HomeSaluteOcchiAtrofia geografica: l'intelligenza artificiale riconosce i fotorecettori in deterioramento

Atrofia geografica: l’intelligenza artificiale riconosce i fotorecettori in deterioramento

Immagine: l’immagine della retina centrale in un paziente con atrofia geografica – serve come riferimento per la tomografia a coerenza ottica (OCT).

Un software basato sull’intelligenza artificiale (AI), sviluppato dai ricercatori della Eye Clinic dell’Ospedale universitario di Bonn, della Stanford University e dell’Università dello Utah, consente la valutazione precisa della progressione dell’atrofia geografica (GA), una malattia del retina che causa sensibilità alla luce, causata dalla degenerazione maculare senile (AMD). 

Questo approccio innovativo consente la misurazione completamente automatizzata delle principali lesioni atrofiche utilizzando i dati della tomografia ottica computerizzata o tomografia ottica a radiazione coerente che fornisce una visualizzazione tridimensionale della struttura della retina. Inoltre, il team di ricerca può determinare con precisione l’integrità delle cellule fotosensibili dell’intera retina centrale e rilevare anche cambiamenti degenerativi progressivi dei cosiddetti fotorecettori oltre le lesioni principali.

I risultati verranno utilizzati per valutare l’efficacia di nuovi approcci terapeutici innovativi. Lo studio è stato ora pubblicato sulla rivista “JAMA Ophthalmology “.

Vedi anche: Lotta alla resistenza ai farmaci nella degenerazione maculare legata all’età

Non esiste un trattamento efficace per l’atrofia geografica, una delle cause più comuni di cecità nei paesi industrializzati. La malattia danneggia le cellule della retina e le fa morire. Le lesioni principali, aree della retina degenerata, note anche come “atrofia geografica”, si espandono con il progredire della malattia e provocano punti ciechi nel campo visivo della persona colpita. Una delle sfide principali per la valutazione delle terapie è che queste lesioni progrediscono lentamente, il che significa che gli studi di intervento richiedono un lungo periodo di follow-up. “Nel valutare gli approcci terapeutici, finora ci siamo concentrati principalmente sulle principali lesioni causate dalla malattia. Tuttavia, oltre alla perdita del campo visivo centrale, i pazienti soffrono anche di sintomi come una ridotta sensibilità alla luce nella retina circostante”, spiega il Prof. Dr. Frank G. Holz, Direttore della clinica oculistica presso l’Ospedale universitario di Bonn. “Preservare la microstruttura della retina al di fuori delle lesioni principali sarebbe quindi già un risultato importante che potrebbe essere utilizzato per verificare l’efficacia dei futuri approcci terapeutici“.

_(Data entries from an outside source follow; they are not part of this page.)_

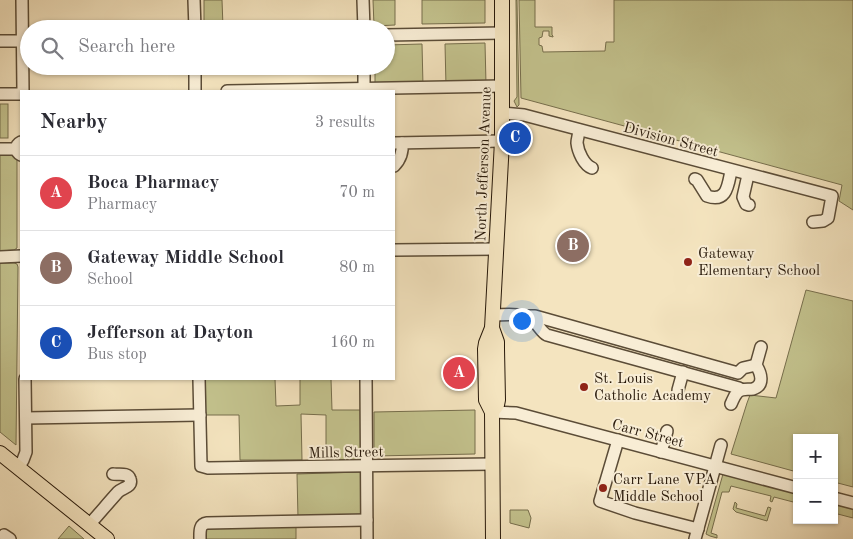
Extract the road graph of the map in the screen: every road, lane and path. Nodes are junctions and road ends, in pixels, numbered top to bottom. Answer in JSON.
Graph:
{"nodes":[{"id":1,"x":22,"y":0,"type":"edge"},
{"id":2,"x":194,"y":0,"type":"edge"},
{"id":3,"x":364,"y":0,"type":"edge"},
{"id":4,"x":502,"y":0,"type":"edge"},
{"id":5,"x":24,"y":20,"type":"edge"},
{"id":6,"x":195,"y":20,"type":"edge"},
{"id":7,"x":364,"y":20,"type":"edge"},
{"id":8,"x":502,"y":33,"type":"junction"},
{"id":9,"x":395,"y":35,"type":"edge"},
{"id":10,"x":0,"y":41,"type":"edge"},
{"id":11,"x":20,"y":41,"type":"edge"},
{"id":12,"x":23,"y":75,"type":"edge"},
{"id":13,"x":195,"y":75,"type":"edge"},
{"id":14,"x":364,"y":75,"type":"edge"},
{"id":15,"x":502,"y":86,"type":"junction"},
{"id":16,"x":22,"y":90,"type":"edge"},
{"id":17,"x":196,"y":90,"type":"edge"},
{"id":18,"x":364,"y":90,"type":"edge"},
{"id":19,"x":20,"y":93,"type":"edge"},
{"id":20,"x":0,"y":94,"type":"edge"},
{"id":21,"x":503,"y":113,"type":"junction"},
{"id":22,"x":580,"y":130,"type":"junction"},
{"id":23,"x":502,"y":141,"type":"junction"},
{"id":24,"x":398,"y":143,"type":"edge"},
{"id":25,"x":0,"y":149,"type":"edge"},
{"id":26,"x":20,"y":149,"type":"edge"},
{"id":27,"x":395,"y":165,"type":"edge"},
{"id":28,"x":592,"y":168,"type":"dead end"},
{"id":29,"x":732,"y":171,"type":"junction"},
{"id":30,"x":748,"y":175,"type":"junction"},
{"id":31,"x":695,"y":179,"type":"dead end"},
{"id":32,"x":749,"y":205,"type":"dead end"},
{"id":33,"x":814,"y":222,"type":"dead end"},
{"id":34,"x":496,"y":249,"type":"junction"},
{"id":35,"x":395,"y":250,"type":"edge"},
{"id":36,"x":20,"y":256,"type":"edge"},
{"id":37,"x":0,"y":257,"type":"edge"},
{"id":38,"x":526,"y":316,"type":"junction"},
{"id":39,"x":492,"y":322,"type":"junction"},
{"id":40,"x":761,"y":347,"type":"dead end"},
{"id":41,"x":756,"y":364,"type":"junction"},
{"id":42,"x":683,"y":372,"type":"junction"},
{"id":43,"x":738,"y":373,"type":"junction"},
{"id":44,"x":25,"y":380,"type":"edge"},
{"id":45,"x":199,"y":380,"type":"edge"},
{"id":46,"x":366,"y":380,"type":"edge"},
{"id":47,"x":740,"y":389,"type":"junction"},
{"id":48,"x":678,"y":390,"type":"dead end"},
{"id":49,"x":731,"y":404,"type":"dead end"},
{"id":50,"x":492,"y":412,"type":"junction"},
{"id":51,"x":200,"y":415,"type":"junction"},
{"id":52,"x":26,"y":418,"type":"junction"},
{"id":53,"x":667,"y":431,"type":"dead end"},
{"id":54,"x":618,"y":440,"type":"junction"},
{"id":55,"x":720,"y":445,"type":"dead end"},
{"id":56,"x":661,"y":452,"type":"junction"},
{"id":57,"x":0,"y":453,"type":"edge"},
{"id":58,"x":492,"y":464,"type":"junction"},
{"id":59,"x":715,"y":466,"type":"junction"},
{"id":60,"x":367,"y":467,"type":"junction"},
{"id":61,"x":18,"y":468,"type":"junction"},
{"id":62,"x":793,"y":487,"type":"edge"},
{"id":63,"x":120,"y":490,"type":"dead end"},
{"id":64,"x":838,"y":499,"type":"edge"},
{"id":65,"x":853,"y":503,"type":"edge"},
{"id":66,"x":367,"y":520,"type":"junction"},
{"id":67,"x":90,"y":525,"type":"junction"},
{"id":68,"x":697,"y":534,"type":"edge"},
{"id":69,"x":107,"y":539,"type":"edge"},
{"id":70,"x":200,"y":539,"type":"edge"},
{"id":71,"x":367,"y":539,"type":"edge"},
{"id":72,"x":494,"y":539,"type":"edge"}],
"edges":[{"from":1,"to":5,"type":"street"},
{"from":2,"to":6,"type":"street"},
{"from":3,"to":7,"type":"street"},
{"from":4,"to":8,"type":"main road","name":"North Jefferson Avenue"},
{"from":8,"to":9,"type":"street"},
{"from":8,"to":15,"type":"main road","name":"North Jefferson Avenue"},
{"from":10,"to":11,"type":"street"},
{"from":12,"to":16,"type":"street"},
{"from":13,"to":17,"type":"street"},
{"from":14,"to":18,"type":"street"},
{"from":15,"to":18,"type":"street"},
{"from":15,"to":21,"type":"main road","name":"North Jefferson Avenue"},
{"from":19,"to":20,"type":"street"},
{"from":21,"to":22,"type":"street","name":"Division Street"},
{"from":21,"to":23,"type":"main road","name":"North Jefferson Avenue"},
{"from":22,"to":28,"type":"street"},
{"from":22,"to":29,"type":"street","name":"Division Street"},
{"from":23,"to":24,"type":"street"},
{"from":23,"to":34,"type":"main road","name":"North Jefferson Avenue"},
{"from":24,"to":27,"type":"street"},
{"from":25,"to":26,"type":"street"},
{"from":29,"to":30,"type":"street","name":"Division Street"},
{"from":29,"to":31,"type":"street"},
{"from":30,"to":32,"type":"street"},
{"from":30,"to":33,"type":"street","name":"Division Street"},
{"from":34,"to":35,"type":"street"},
{"from":34,"to":39,"type":"main road","name":"North Jefferson Avenue"},
{"from":36,"to":37,"type":"street"},
{"from":38,"to":39,"type":"street"},
{"from":38,"to":42,"type":"street"},
{"from":38,"to":43,"type":"street"},
{"from":39,"to":50,"type":"main road","name":"North Jefferson Avenue"},
{"from":40,"to":41,"type":"street"},
{"from":41,"to":43,"type":"street"},
{"from":41,"to":47,"type":"street"},
{"from":42,"to":47,"type":"street"},
{"from":42,"to":48,"type":"street"},
{"from":43,"to":47,"type":"street"},
{"from":44,"to":52,"type":"street"},
{"from":45,"to":51,"type":"street"},
{"from":46,"to":60,"type":"street"},
{"from":47,"to":49,"type":"street"},
{"from":50,"to":54,"type":"street","name":"Carr Street"},
{"from":50,"to":58,"type":"main road","name":"North Jefferson Avenue"},
{"from":51,"to":52,"type":"street"},
{"from":51,"to":60,"type":"street","name":"Mills Street"},
{"from":52,"to":61,"type":"street"},
{"from":53,"to":56,"type":"street"},
{"from":54,"to":56,"type":"street","name":"Carr Street"},
{"from":54,"to":68,"type":"street"},
{"from":55,"to":59,"type":"street"},
{"from":56,"to":59,"type":"street","name":"Carr Street"},
{"from":57,"to":61,"type":"main road"},
{"from":58,"to":60,"type":"street","name":"Mills Street"},
{"from":58,"to":72,"type":"main road","name":"North Jefferson Avenue"},
{"from":59,"to":62,"type":"street","name":"Carr Street"},
{"from":59,"to":68,"type":"street"},
{"from":60,"to":66,"type":"street"},
{"from":61,"to":67,"type":"main road"},
{"from":63,"to":67,"type":"street"},
{"from":64,"to":65,"type":"street"},
{"from":66,"to":70,"type":"street"},
{"from":66,"to":71,"type":"street"},
{"from":67,"to":69,"type":"main road"}]}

L’integrità delle cellule fotosensibili predice la progressione della malattia

I ricercatori sono stati inoltre in grado di dimostrare che l’integrità delle cellule fotosensibili al di fuori delle aree di atrofia geografica è un predittore della futura progressione della malattia. “Potrebbe quindi essere possibile rallentare la progressione delle principali lesioni atrofiche utilizzando approcci terapeutici che proteggano le cellule fotosensibili circostanti”, afferma la Prof. Monika Fleckenstein del Moran Eye Center presso l’Università dello Utah negli Stati Uniti.

“La ricerca in oftalmologia è sempre più basata sui dati. L’analisi precisa e completamente automatizzata dei più piccoli cambiamenti microstrutturali nei dati della tomografia a coerenza ottica utilizzando l’intelligenza artificiale rappresenta un passo importante verso la medicina personalizzata per i pazienti con degenerazione maculare legata all’età“, spiega l’autore principale dello studio, il Dr Maximilian Pfau della clinica oculistica dell’Ospedale universitario di Bonn che attualmente lavora come membro della Fondazione tedesca per la ricerca (DFG) e borsista post-dottorato presso la Stanford University presso il Dipartimento di scienza dei dati biomedici. “Sarebbe anche utile rivalutare i vecchi studi di trattamento con i nuovi metodi al fine di valutare i possibili effetti sull’integrità dei fotorecettori”.